The table was put away, and Kale unfolded a large couch from the far wall, allowing time for the cushions to inflate their foam. Ayia stood by idly, wondering what she was supposed to do. Kale brought out a digital tablet and sat down on the couch. He tapped a few buttons on the tablet and above them the inner hull began sliding back into itself to reveal a clear hull beyond it, with a view out into space.
“It’s about seven or eight hours down to Antan. Try to relax,” he stated, as if this were an obvious conclusion to reach.
“Easy for you to say, you're not the one about to get grounded for seven years.”

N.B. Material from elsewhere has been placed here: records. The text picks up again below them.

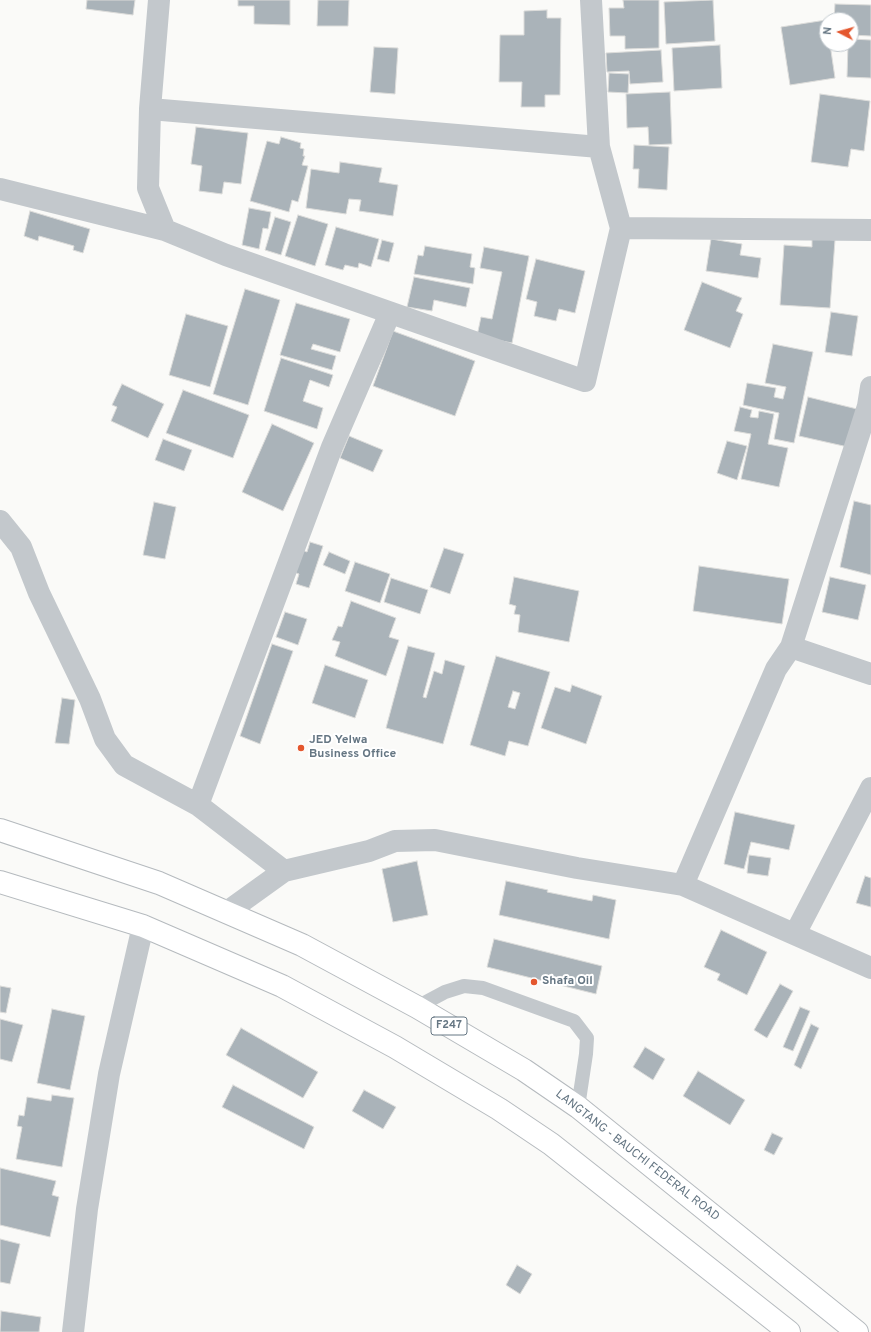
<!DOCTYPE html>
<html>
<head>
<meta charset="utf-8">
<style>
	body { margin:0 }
	#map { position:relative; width:871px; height:1332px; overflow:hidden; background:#fafaf8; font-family:Overpass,sans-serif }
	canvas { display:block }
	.north { position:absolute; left:819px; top:12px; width:40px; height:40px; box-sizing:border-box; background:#fff; border:1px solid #c1c8cd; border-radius:50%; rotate:276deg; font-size:11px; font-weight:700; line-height:16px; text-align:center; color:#657683 }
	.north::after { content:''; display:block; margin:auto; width:14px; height:18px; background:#e4572e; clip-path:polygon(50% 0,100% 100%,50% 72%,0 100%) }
</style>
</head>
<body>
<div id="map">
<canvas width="871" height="1332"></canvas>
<div class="north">N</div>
</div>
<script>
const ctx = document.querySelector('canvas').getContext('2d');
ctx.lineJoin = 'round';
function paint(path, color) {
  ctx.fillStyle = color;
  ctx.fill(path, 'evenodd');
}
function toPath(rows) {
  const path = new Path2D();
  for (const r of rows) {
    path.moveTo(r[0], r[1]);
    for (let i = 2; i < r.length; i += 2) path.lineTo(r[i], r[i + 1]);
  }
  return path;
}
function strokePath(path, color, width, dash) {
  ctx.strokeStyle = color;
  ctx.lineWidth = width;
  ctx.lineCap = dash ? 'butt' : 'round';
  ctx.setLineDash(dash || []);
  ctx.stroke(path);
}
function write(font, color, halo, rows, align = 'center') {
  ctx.font = font + ' Overpass,sans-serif';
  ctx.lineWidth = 4;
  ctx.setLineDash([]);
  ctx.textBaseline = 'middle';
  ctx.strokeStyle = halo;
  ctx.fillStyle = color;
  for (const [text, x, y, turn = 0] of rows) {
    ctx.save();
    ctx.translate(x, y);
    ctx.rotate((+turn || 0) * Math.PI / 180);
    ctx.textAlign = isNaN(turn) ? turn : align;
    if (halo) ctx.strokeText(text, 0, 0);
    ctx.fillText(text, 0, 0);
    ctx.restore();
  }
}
const building = toPath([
	[87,0,135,0,133,15,86,9,87,0],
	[238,0,290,0,290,25,254,24,254,6,238,6,238,0],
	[318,0,349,0,348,26,317,26,318,0],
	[623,0,659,0,659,48,625,49,625,36,610,36,609,8,624,8,623,0],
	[713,0,715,41,666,44,664,2,713,0],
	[835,4,871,5,871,36,851,35,851,20,834,20,835,4],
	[547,10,547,18,561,18,560,95,545,95,545,107,521,107,522,82,499,82,500,35,524,35,524,11,547,10],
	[826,20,827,44,830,44,835,78,790,85,781,27,826,20],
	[851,39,871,40,871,78,847,77,848,44,851,44,851,39],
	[720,45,722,88,674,91,672,48,720,45],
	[374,47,398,48,395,94,370,92,374,47],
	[661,50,663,82,630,84,629,71,607,72,606,53,661,50],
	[609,73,629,74,628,93,608,92,609,73],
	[670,92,672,144,649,145,648,127,627,128,626,94,670,92],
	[820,94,870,101,864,151,851,149,848,167,811,162,820,94],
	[196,127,248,133,241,184,224,182,222,194,199,191,202,166,191,164,196,127],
	[281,137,301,143,300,148,304,149,303,156,305,156,302,165,308,166,298,202,292,200,289,212,250,201,267,141,279,144,281,137],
	[634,145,669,147,667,190,638,188,639,169,633,169,634,145],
	[340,162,382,168,379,182,398,185,393,216,359,211,361,200,349,199,346,214,306,208,311,169,339,173,340,162],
	[249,208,271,212,268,229,263,228,259,249,242,245,249,208],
	[30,211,90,229,83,253,73,250,74,246,39,236,38,241,24,236,30,211],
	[298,215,328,224,315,266,285,256,298,215],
	[275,217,291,222,281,255,265,250,275,217],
	[336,227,379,239,371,267,359,263,358,268,345,265,343,270,325,265,336,227],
	[812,238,835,240,830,308,780,305,784,245,812,247,812,238],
	[711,239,742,244,740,255,761,258,758,278,706,271,711,239],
	[382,240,394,243,389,262,377,259,382,240],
	[425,246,472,254,470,267,475,268,473,284,414,274,418,255,423,256,425,246],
	[484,247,529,256,512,343,477,336,481,317,492,319,502,272,480,268,484,247],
	[536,259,585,271,575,313,559,309,556,321,534,316,537,302,526,299,536,259],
	[414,277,470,288,466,307,434,300,432,311,407,307,414,277],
	[702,282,742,298,736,311,743,314,730,348,684,330,702,282],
	[245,289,280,300,248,405,213,394,245,289],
	[296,303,350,319,340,352,313,344,311,349,336,356,332,370,280,355,296,303],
	[831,312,858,316,852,356,825,352,831,312],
	[186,314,228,326,210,387,169,375,186,314],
	[393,331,475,361,455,416,373,386,393,331],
	[773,344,813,352,794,443,774,439,779,413,743,405,747,383,776,388,774,397,783,399,786,387,765,383,773,344],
	[281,358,333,375,329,387,310,380,303,401,323,408,317,429,264,411,281,358],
	[122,384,164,404,148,438,111,421,117,407,112,405,122,384],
	[183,390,249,415,233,458,166,433,183,390],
	[808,397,857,409,848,447,799,436,808,397],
	[740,407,752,410,750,417,758,418,759,411,774,414,768,444,788,448,779,487,741,479,751,434,734,431,740,407],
	[272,424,314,443,283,511,242,492,272,424],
	[349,436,383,450,373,472,340,458,349,436],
	[163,439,192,450,184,471,155,460,163,439],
	[727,441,747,446,737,480,717,473,727,441],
	[854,501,871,505,871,575,840,567,854,501],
	[154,502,176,507,165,559,143,555,154,502],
	[310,542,323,546,309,588,296,584,299,574,294,572,302,550,307,552,310,542],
	[444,548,464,554,450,594,430,587,444,548],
	[329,552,350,561,345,574,323,565,329,552],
	[355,562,390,574,380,603,345,591,355,562],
	[699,566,789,579,782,624,693,611,699,566],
	[514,577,579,591,569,642,518,632,520,615,514,614,516,606,509,604,514,577],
	[830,577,866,585,858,620,822,612,830,577],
	[391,578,428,590,420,614,384,602,391,578],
	[351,601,396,618,389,637,399,640,386,676,335,656,340,642,332,640,338,626,342,627,351,601],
	[285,612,307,619,298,645,276,637,285,612],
	[272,644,293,651,260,744,240,736,272,644],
	[408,646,435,653,423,697,426,698,434,671,442,674,445,660,465,666,443,744,386,728,408,646],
	[496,656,550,672,528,746,509,741,505,756,470,745,496,656],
	[513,691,520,693,515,709,508,707,513,691],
	[325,665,368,680,355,718,312,703,325,665],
	[572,685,602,696,586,744,541,728,555,687,570,692,572,685],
	[62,698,75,700,69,744,55,743,62,698],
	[735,812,795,825,789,850,751,842,744,869,724,864,735,812],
	[749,855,771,858,768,876,747,873,749,855],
	[417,861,428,915,393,922,382,869,417,861],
	[865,876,871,878,871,907,856,903,865,876],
	[506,881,548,890,547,892,592,901,593,895,616,900,609,939,499,915,506,881],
	[721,930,767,952,747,995,717,980,720,974,704,967,721,930],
	[494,939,602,966,596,994,487,967,494,939],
	[780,984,793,991,767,1038,754,1030,780,984],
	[0,986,11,988,6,1013,0,1012,0,986],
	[800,1007,810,1011,793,1051,783,1047,800,1007],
	[52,1009,85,1016,70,1090,37,1083,52,1009],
	[0,1019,23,1025,12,1062,0,1059,0,1019],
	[811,1024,819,1028,801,1069,794,1065,811,1024],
	[241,1028,318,1072,303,1098,226,1055,241,1028],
	[645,1047,665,1059,653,1080,633,1067,645,1047],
	[698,1071,745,1100,730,1125,683,1096,698,1071],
	[233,1085,314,1127,304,1149,222,1107,233,1085],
	[364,1090,396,1107,383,1129,352,1111,364,1090],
	[52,1095,74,1098,62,1167,16,1159,22,1127,17,1126,19,1115,24,1116,27,1097,51,1101,52,1095],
	[772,1133,783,1138,774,1155,764,1150,772,1133],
	[0,1168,56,1181,52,1195,59,1197,50,1237,0,1225,0,1168],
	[0,1239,20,1244,10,1284,0,1282,0,1239],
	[517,1265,532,1274,520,1294,506,1285,517,1265],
	[1,1311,41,1317,39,1332,0,1332,1,1311]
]);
paint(building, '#aab3b9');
strokePath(building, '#dcdcda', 1);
const primary = toPath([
	[0,830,159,883,302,945,417,1007,524,1070,578,1107,857,1332],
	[0,882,143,926,282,986,395,1047,499,1109,551,1144,789,1332]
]);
strokePath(primary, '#b5babe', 24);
strokePath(toPath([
	[417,1007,445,992,464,986,483,988,574,1021,587,1038,586,1054,578,1107]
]), '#c3c8cc', 14);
strokePath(toPath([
	[159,0,150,109,148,188,165,230,226,255,585,381,621,228,599,147,591,0],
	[150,109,599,147],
	[0,189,165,230],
	[621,228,871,230],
	[0,521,21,547,39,593,90,699,105,739,124,765,198,805,284,871],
	[791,647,871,674],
	[198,805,332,447,390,313],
	[683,885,776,669,791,647,868,406,871,387],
	[227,912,284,871,369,851,395,841,435,840,577,868,683,885,871,968],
	[795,934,871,788],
	[73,1332,87,1209,109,1074,143,926]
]), '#c3c8cc', 22);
strokePath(primary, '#fff', 22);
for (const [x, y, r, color] of [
	[301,748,4,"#e4572e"],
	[534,982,4,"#e4572e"]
]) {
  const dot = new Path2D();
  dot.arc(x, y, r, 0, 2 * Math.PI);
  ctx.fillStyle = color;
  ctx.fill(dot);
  strokePath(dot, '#fff', 1.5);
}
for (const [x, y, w] of [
	[449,1026,36]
]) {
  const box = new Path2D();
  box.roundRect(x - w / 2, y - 9, w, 18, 3);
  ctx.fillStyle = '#fff';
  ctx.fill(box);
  strokePath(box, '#657683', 1);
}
write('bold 11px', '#657683', null, [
	["F247",449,1026]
]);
write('bold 12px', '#657683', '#fff', [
	["JED Yelwa",309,741],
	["Business Office",309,755],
	["Shafa Oil",542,982]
], 'left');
write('12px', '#657683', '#fff', [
	["LANGTANG - BAUCHI FEDERAL ROAD",637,1156,38]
]);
</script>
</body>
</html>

She sat down on a chair he showed to her, popping it up from the floor and sitting back on it to stare straight out of the domed window. She was thankful for not being married to a space Mongol, but was not looking forward to facing her father.
Kale sent a message down to the CEO’s private video com when he first emerged above the planet. He actually expected the grim fathers face to appear on the screen, full of condemnation of his daughter’s actions, but he instead received only a small message reply: “Ok.” He checked his bank account and he noticed the deposit for the full amount already. The man was very trusting. Although Kale was sure that if he somehow took off with his daughter and money, he’d end up without any of it in the long run. It was one thing to trick frontier criminals. It was another thing entirely to take on a corporation. Besides, where there was one paycheck, more would be readily available.